A new survey finds a sharp drop in large-scale integrated projects to capture CO2 from energy systems and bury it underground. This drop from 75 projects to 65 over the past year is yet more evidence that we shouldn’t expect large-scale deployment of carbon capture and storage (CCS) before the 2030s at the earliest, nor expect that CCS would provide more than 10% of the answer to the carbon problem by 2050.
… the technology for capturing carbon has not been proved to work on a commercial scale, either in the United States or abroad. The Energy Department canceled its main project demonstrating the technology in 2008.
As that story notes, one major CCS demonstration at a West Virginia coal plant was shut down in 2011 because “it could not sell the carbon dioxide or recover the extra cost from its electricity customers, and the equipment consumed so much energy that, at full scale, the project would have sharply cut electricity production.” D’oh!
The new survey itself concludes:
The slower than anticipated progress of CCS projects into construction during the past three years reﬂects the difﬁculty for project proponents to address the ﬁnancial and commercial challenges inherent in CCS integration. This is expected to continue in the coming year.
It finds that “while C.C.S. projects are progressing, the pace is well below the level required for C.C.S. to make a substantial contribution to climate change mitigation.”
Back in 2011, I wrote three pieces for The Economist in an online debate on why CCS can’t possibly be a stand-alone solution and why we are a long way away from CCS even making a substantial contribution:
- Climate-Control Policies Cannot Rely on CCS
- Large-Scale CCS: Feasibility, Permanence and Safety Issues Remain Unresolved
- Economist Debate Concludes /li>
Let’s start with “the daunting scale of the challenge,” as Vaclav Smil explained in “Energy at the Crossroads“:
“Sequestering a mere 1/10 of today’s global CO2 emissions (less than 3 Gt CO2) would thus call for putting in place an industry that would have to force underground every year the volume of compressed gas larger than or (with higher compression) equal to the volume of crude oil extracted globally by [the] petroleum industry whose infrastructures and capacities have been put in place over a century of development. Needless to say, such a technical feat could not be accomplished within a single generation.”

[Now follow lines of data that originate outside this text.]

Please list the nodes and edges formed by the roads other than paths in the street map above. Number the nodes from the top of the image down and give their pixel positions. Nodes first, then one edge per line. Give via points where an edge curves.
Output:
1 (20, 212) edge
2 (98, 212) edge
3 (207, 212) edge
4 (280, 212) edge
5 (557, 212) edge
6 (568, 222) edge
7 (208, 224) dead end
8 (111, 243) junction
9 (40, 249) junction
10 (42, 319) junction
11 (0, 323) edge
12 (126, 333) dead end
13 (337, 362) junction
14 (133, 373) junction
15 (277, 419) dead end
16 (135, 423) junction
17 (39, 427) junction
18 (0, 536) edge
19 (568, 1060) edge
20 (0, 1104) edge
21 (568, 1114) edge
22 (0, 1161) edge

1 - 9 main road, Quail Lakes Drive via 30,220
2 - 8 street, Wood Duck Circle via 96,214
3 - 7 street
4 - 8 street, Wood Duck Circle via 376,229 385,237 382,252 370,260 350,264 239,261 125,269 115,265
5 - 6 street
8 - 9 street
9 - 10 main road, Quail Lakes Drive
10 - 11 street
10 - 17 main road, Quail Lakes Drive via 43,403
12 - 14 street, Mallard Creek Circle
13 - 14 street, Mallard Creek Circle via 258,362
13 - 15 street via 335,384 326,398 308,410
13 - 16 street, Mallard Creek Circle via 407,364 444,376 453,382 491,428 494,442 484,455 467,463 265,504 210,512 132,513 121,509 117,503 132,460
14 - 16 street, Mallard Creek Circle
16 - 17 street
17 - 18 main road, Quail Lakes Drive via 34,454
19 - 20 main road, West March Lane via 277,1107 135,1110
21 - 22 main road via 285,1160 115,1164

No doubt that’s why the pro-CCS debater, Barry Jones wrote “The international community aims to deliver 20 demonstration projects by 2020, applying CCS to various kinds of industrial sectors. The idea is that CCS then becomes a commercial reality and begins to make deep cuts in emissions during the 2030s.”
Ahh, if only the climate had two decades to wait….
CCS simply hasn’t yet proven to be practical, affordable, scalable, and ready to be ramped up rapidly.
In 2009, Harvard’s Belfer Center for Science and International Affairs published a major study, “Realistic Costs of Carbon Capture“. The paper concludes that first-of-a-kind CCS plants will have a costs of carbon abatement of some “$150/tCO2 avoided (with a range $120-180/tCO2avoided), excluding transport and storage costs.”
This yields a “levelised cost of electricity on a 2008 basis [that] is approximately 10 cents/kWh higher with capture than for conventional plants/” So pick your favorite price for new coal plants—in 2008, Moody’s said it was about 11 cents/kWh—and add 10 cents and you get over 20 cents/kWh.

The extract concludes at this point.